Shipments in 2013 are expected to be down 7.8% to 321.9 million units. The prior review was for a decline of only 1.3%. Things may be even worse for 2014 as well, because IDC is now suggesting that PC shipments may fall 1.2% next year. Out to 2017, shipment volume is expected to be 333 million units versus a peak of over 363 million units in the year 2011.
We noted the tablets were to blame. Those shipments are now expected to rise almost 60% in 2013 up to 229.3 million units. Tablets should remain a long-term threat to the PC market as well because IDC expects the segment to outpace PCs by 2015.
There also appears to be a theme of threats based upon price and what deemed as good enough computing. Consumers are opting for tablets and smart phones for their portability and battery life. It also is probably obvious that the price differential is playing into the equation as well.

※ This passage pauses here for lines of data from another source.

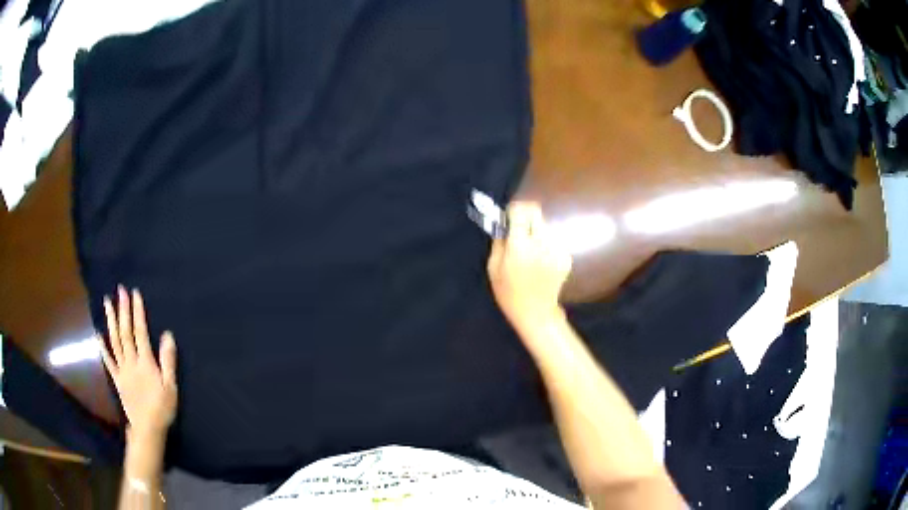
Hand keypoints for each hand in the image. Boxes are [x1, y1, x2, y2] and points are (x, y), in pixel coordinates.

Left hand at [98, 286, 177, 438]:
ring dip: (111, 321)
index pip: (140, 332)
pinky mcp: (117, 379)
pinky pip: (108, 361)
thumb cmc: (162, 408)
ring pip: (115, 341)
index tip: (135, 294)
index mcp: (145, 362)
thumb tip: (167, 335)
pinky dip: (103, 347)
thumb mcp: (171, 387)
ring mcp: (122, 370)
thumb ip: (168, 361)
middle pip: (125, 332)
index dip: (137, 312)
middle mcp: (131, 362)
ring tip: (107, 303)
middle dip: (123, 310)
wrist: (147, 429)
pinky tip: (99, 334)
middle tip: (120, 291)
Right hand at [487, 202, 572, 332]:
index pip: (521, 211)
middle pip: (536, 213)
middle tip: (519, 232)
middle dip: (526, 218)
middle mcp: (541, 244)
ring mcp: (556, 250)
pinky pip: (553, 241)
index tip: (509, 217)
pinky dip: (546, 246)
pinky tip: (541, 263)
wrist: (536, 313)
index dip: (514, 210)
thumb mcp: (493, 267)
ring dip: (536, 233)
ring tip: (530, 253)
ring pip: (545, 227)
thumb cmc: (509, 293)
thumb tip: (504, 223)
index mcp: (520, 246)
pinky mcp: (566, 257)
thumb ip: (499, 241)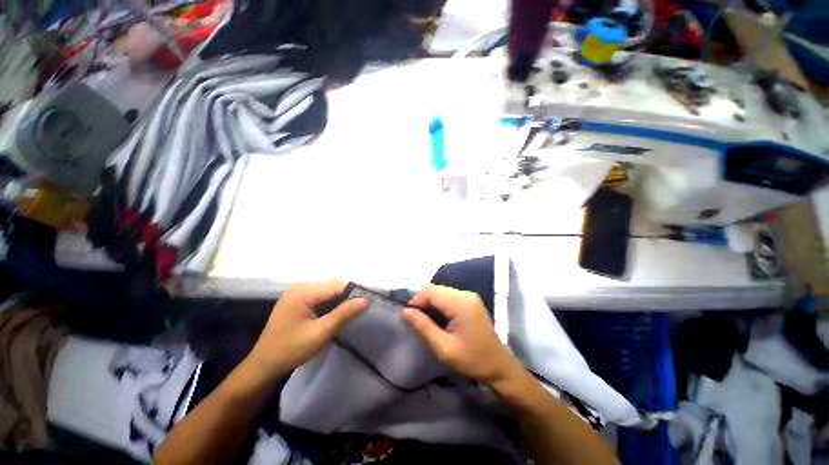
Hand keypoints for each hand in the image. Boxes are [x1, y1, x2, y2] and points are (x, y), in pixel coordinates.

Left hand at [247, 280, 367, 379]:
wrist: (263, 366)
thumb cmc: (290, 350)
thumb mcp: (320, 333)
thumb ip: (343, 315)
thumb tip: (366, 300)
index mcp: (303, 291)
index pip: (336, 284)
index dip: (353, 292)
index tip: (366, 304)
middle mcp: (300, 286)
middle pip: (332, 285)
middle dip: (347, 295)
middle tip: (359, 310)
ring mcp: (298, 292)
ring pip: (328, 289)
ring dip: (340, 299)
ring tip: (350, 312)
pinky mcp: (298, 300)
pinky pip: (321, 295)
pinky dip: (332, 302)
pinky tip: (336, 313)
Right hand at [401, 285, 521, 384]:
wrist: (499, 367)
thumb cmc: (471, 360)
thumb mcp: (443, 348)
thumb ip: (423, 327)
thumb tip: (405, 312)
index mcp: (461, 303)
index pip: (431, 291)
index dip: (416, 300)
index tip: (407, 316)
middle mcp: (466, 294)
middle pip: (436, 289)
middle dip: (422, 301)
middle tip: (415, 320)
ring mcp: (469, 297)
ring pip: (441, 291)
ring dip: (430, 302)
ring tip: (424, 320)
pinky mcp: (470, 301)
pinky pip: (448, 296)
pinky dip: (439, 304)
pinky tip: (437, 318)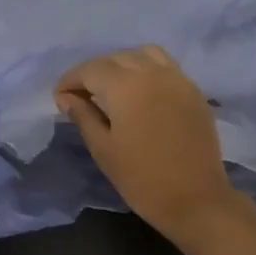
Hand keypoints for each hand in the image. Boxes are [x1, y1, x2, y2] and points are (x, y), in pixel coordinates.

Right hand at [55, 47, 254, 244]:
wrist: (196, 199)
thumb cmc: (141, 178)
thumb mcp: (103, 148)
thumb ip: (83, 116)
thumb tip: (66, 97)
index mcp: (125, 86)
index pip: (90, 69)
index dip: (70, 80)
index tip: (60, 98)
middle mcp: (152, 72)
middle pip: (115, 59)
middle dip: (94, 72)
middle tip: (82, 96)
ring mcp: (177, 79)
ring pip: (143, 55)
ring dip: (122, 65)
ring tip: (113, 89)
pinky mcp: (193, 91)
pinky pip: (165, 66)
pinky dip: (147, 69)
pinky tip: (141, 93)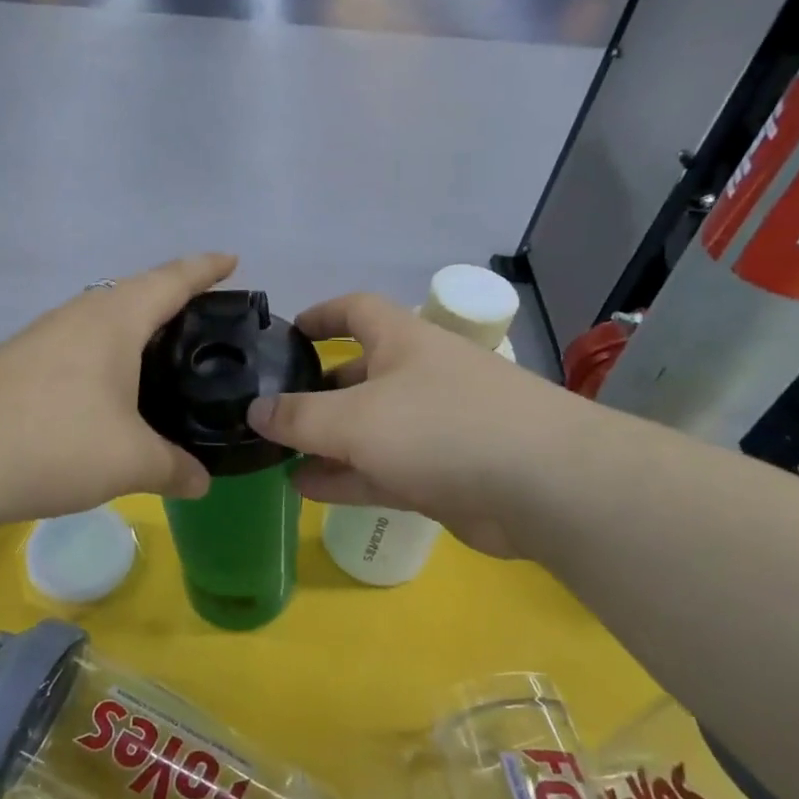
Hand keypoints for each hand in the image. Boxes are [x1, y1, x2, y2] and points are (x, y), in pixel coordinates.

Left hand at [0, 254, 235, 529]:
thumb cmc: (56, 444)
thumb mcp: (131, 461)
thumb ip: (174, 468)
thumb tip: (201, 481)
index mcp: (114, 320)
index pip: (171, 280)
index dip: (206, 268)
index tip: (232, 260)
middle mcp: (78, 314)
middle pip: (135, 292)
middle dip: (171, 297)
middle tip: (203, 320)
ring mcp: (42, 336)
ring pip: (101, 318)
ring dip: (133, 327)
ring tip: (160, 354)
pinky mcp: (18, 362)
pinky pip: (77, 344)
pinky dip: (104, 354)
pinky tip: (107, 388)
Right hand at [247, 293, 562, 558]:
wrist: (544, 486)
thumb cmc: (442, 427)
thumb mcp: (356, 418)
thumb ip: (299, 416)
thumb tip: (254, 410)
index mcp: (403, 341)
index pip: (356, 310)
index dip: (320, 316)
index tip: (286, 333)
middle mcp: (419, 377)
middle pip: (358, 375)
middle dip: (317, 392)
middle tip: (272, 413)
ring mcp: (435, 427)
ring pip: (368, 430)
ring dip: (326, 442)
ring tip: (277, 456)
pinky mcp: (445, 474)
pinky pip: (383, 470)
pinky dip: (347, 477)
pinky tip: (308, 488)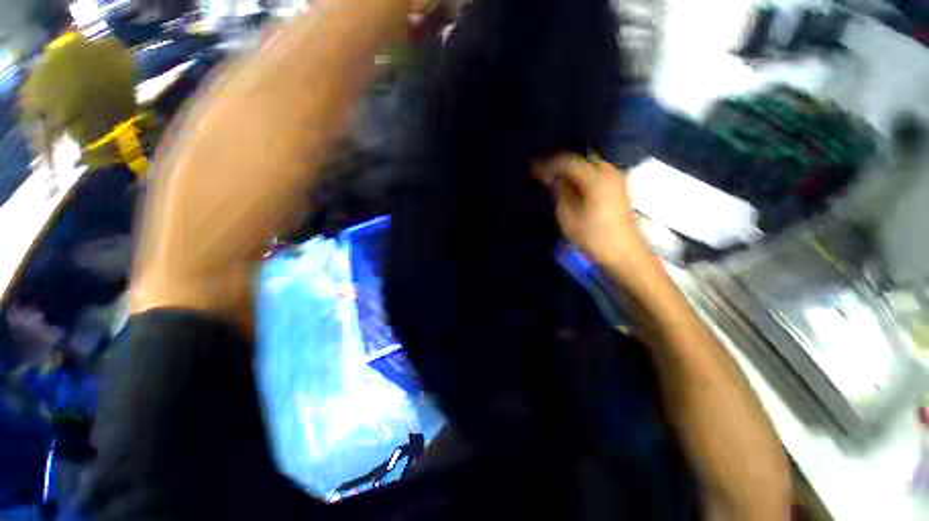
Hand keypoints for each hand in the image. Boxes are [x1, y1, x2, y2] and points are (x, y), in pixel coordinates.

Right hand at [534, 154, 649, 270]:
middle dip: (561, 168)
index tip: (535, 172)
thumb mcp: (568, 217)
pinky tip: (576, 189)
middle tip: (546, 179)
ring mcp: (617, 179)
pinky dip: (584, 176)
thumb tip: (552, 179)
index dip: (549, 166)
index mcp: (595, 180)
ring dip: (573, 172)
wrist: (623, 251)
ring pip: (590, 166)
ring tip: (559, 184)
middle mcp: (608, 173)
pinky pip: (598, 173)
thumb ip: (559, 194)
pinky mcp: (620, 187)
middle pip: (580, 161)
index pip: (567, 163)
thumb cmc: (592, 237)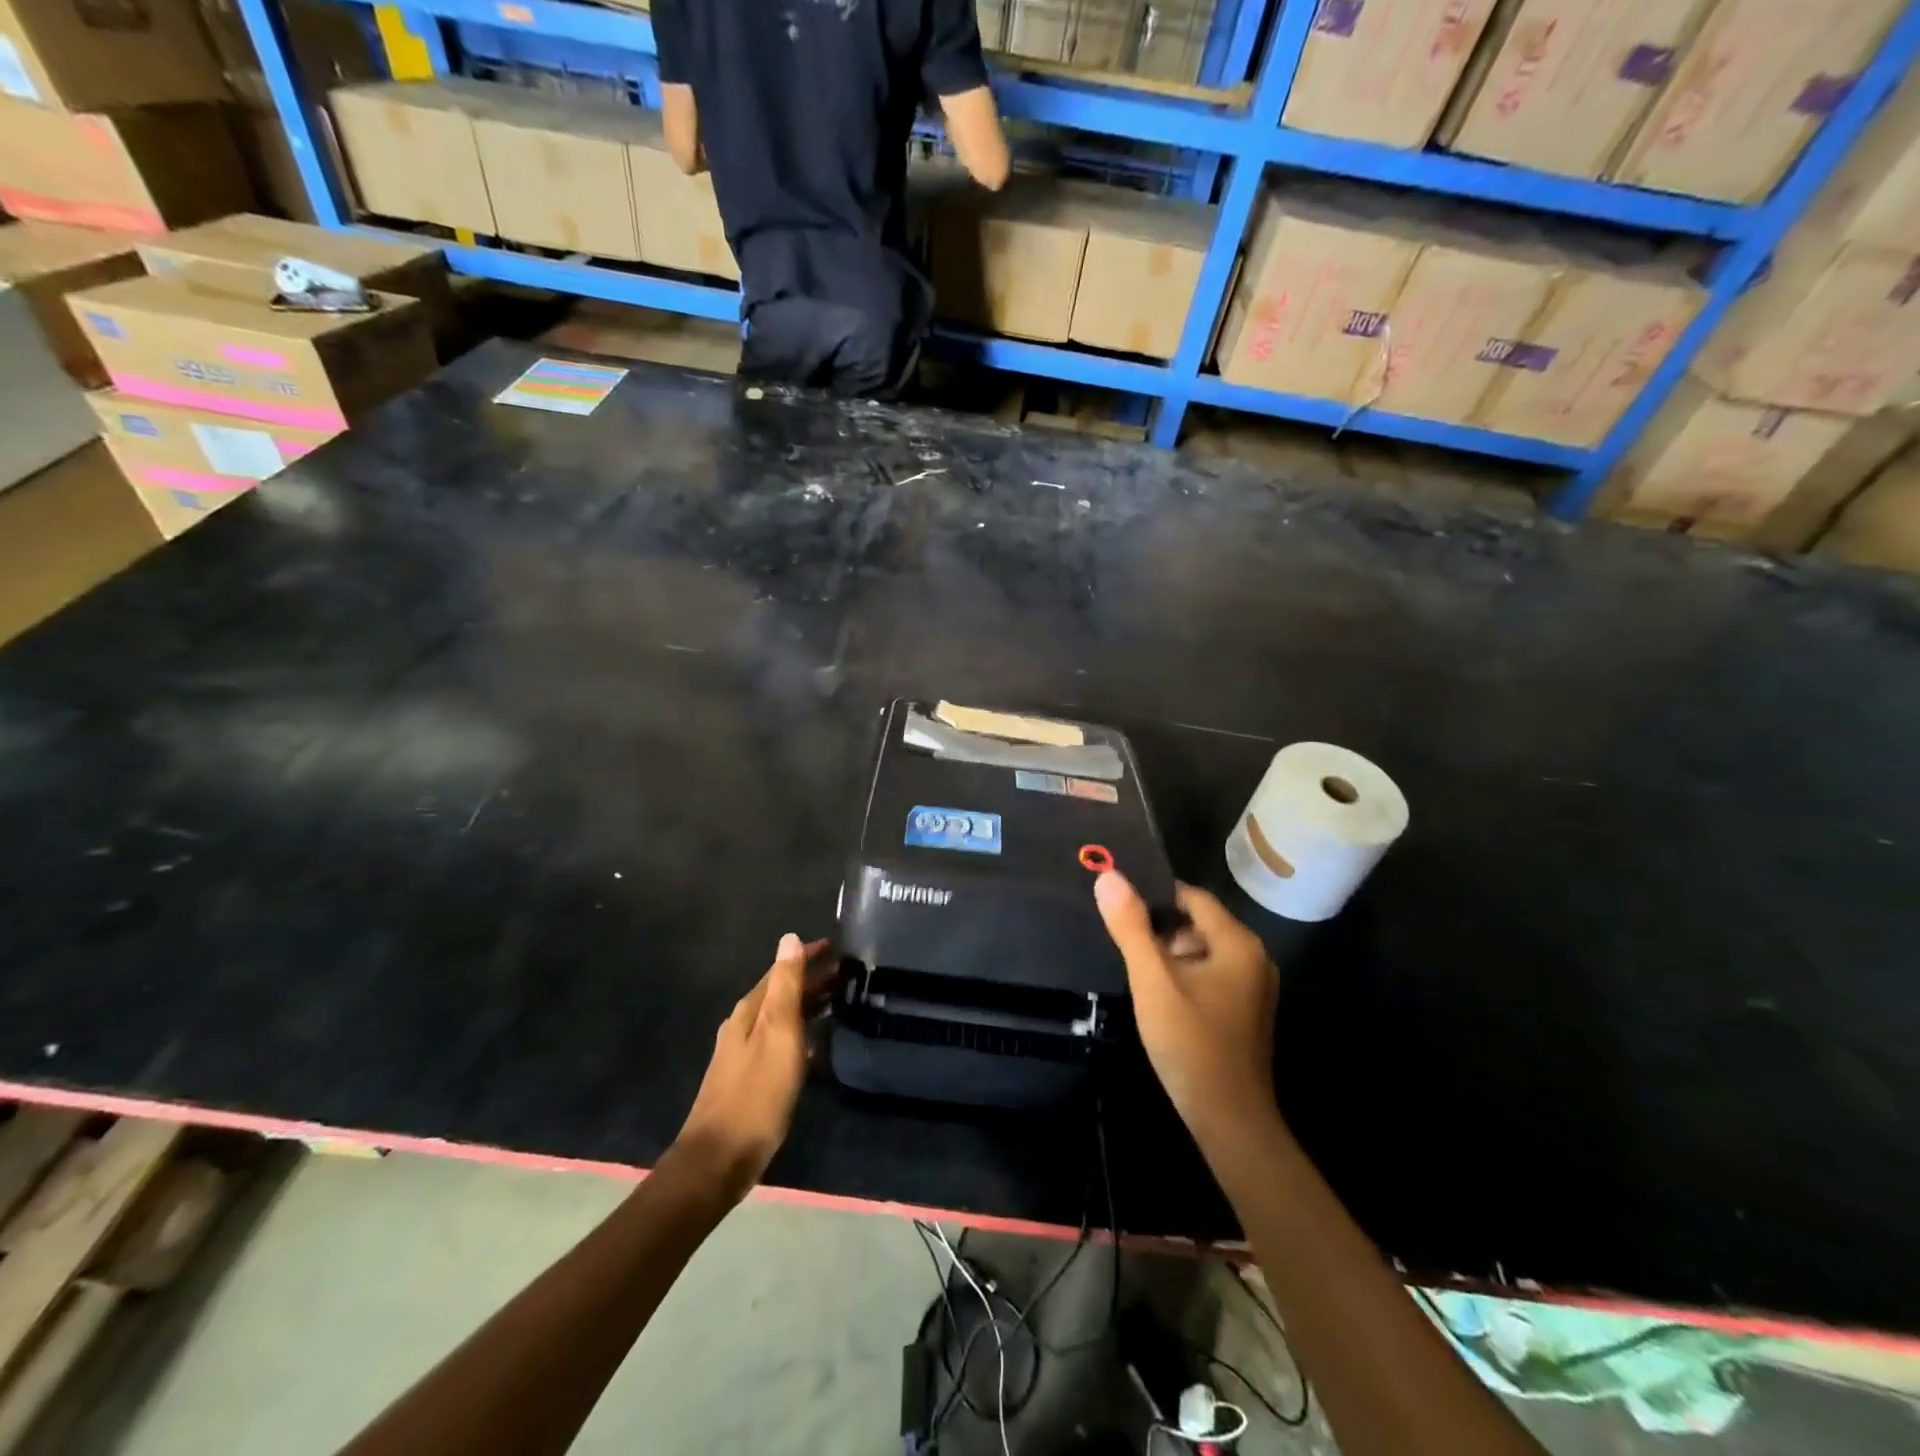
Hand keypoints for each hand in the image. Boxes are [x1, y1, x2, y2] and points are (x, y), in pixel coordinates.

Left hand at [674, 933, 830, 1198]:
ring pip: (783, 1016)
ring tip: (841, 1001)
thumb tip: (789, 938)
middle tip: (850, 974)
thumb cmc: (756, 1093)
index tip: (839, 946)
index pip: (782, 969)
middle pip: (782, 992)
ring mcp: (745, 1053)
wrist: (719, 1159)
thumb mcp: (777, 1033)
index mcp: (751, 1010)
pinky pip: (782, 1041)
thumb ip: (785, 986)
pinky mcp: (752, 1077)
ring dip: (809, 1005)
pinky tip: (818, 1043)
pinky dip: (802, 1032)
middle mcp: (745, 1025)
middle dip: (813, 979)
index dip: (809, 955)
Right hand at [1094, 873, 1278, 1149]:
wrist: (1229, 1120)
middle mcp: (1254, 957)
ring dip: (1170, 956)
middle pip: (1198, 923)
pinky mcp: (1246, 1011)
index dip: (1154, 896)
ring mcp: (1253, 987)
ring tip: (1138, 973)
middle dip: (1160, 930)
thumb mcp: (1152, 980)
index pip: (1192, 897)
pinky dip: (1184, 977)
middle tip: (1125, 946)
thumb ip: (1130, 927)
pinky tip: (1160, 998)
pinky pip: (1210, 975)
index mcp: (1238, 943)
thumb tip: (1108, 876)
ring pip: (1202, 951)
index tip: (1119, 904)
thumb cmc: (1190, 1043)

If you have watched the turnaround of Hewlett-Packard Co. (NYSE: HPQ) and the long controversial buyout of Dell Inc. (NASDAQ: DELL), the trends in the PC market may not seem so shocking after all. We find it interesting that this is happening at a time when Apple Inc. (NASDAQ: AAPL), which was the primary disrupting factor for PCs, also is finding itself in a position in which its share price performance is no longer running up in a straight line.
The year 2014 should also be an interesting one for Microsoft Corp. (NASDAQ: MSFT) as Windows XP support is expiring. The prior reports have shown that much of the blame of the PC market is actually due to consumers pushing back against the adoption of Windows 8. Many Windows loyalists have complained that the newest version of Windows does not feel like the Windows that they became comfortable with. Imagine a Windows with no START button.
Another threat has been Google Inc. (NASDAQ: GOOG) with its cheap Android operating system, bolstering smartphones at first and now bolstering lower-cost tablet purchase alternatives. This remains a threat to the traditional PC market and to Windows in particular.
If you take the average tablet price of less than $400 and compare it to almost $650 for a personal computer, the good enough computing equation may make more sense. It also seems safe to assume that the average price of a tablet will keep falling and looking even more attractive, versus a traditional laptop or bulky desktop PC.
Shares of Dell are up 0.2% at $13.36, which leaves a merger-arbitrage gain of 2.1% to the $13.65 buyout price. HP shares remain firm with 1.2% gains to $24.50 after better-than-expected earnings a week ago. Microsoft shares are up 1.6% at $34.82 on the day, while Apple shares are down 0.2% at $444.20.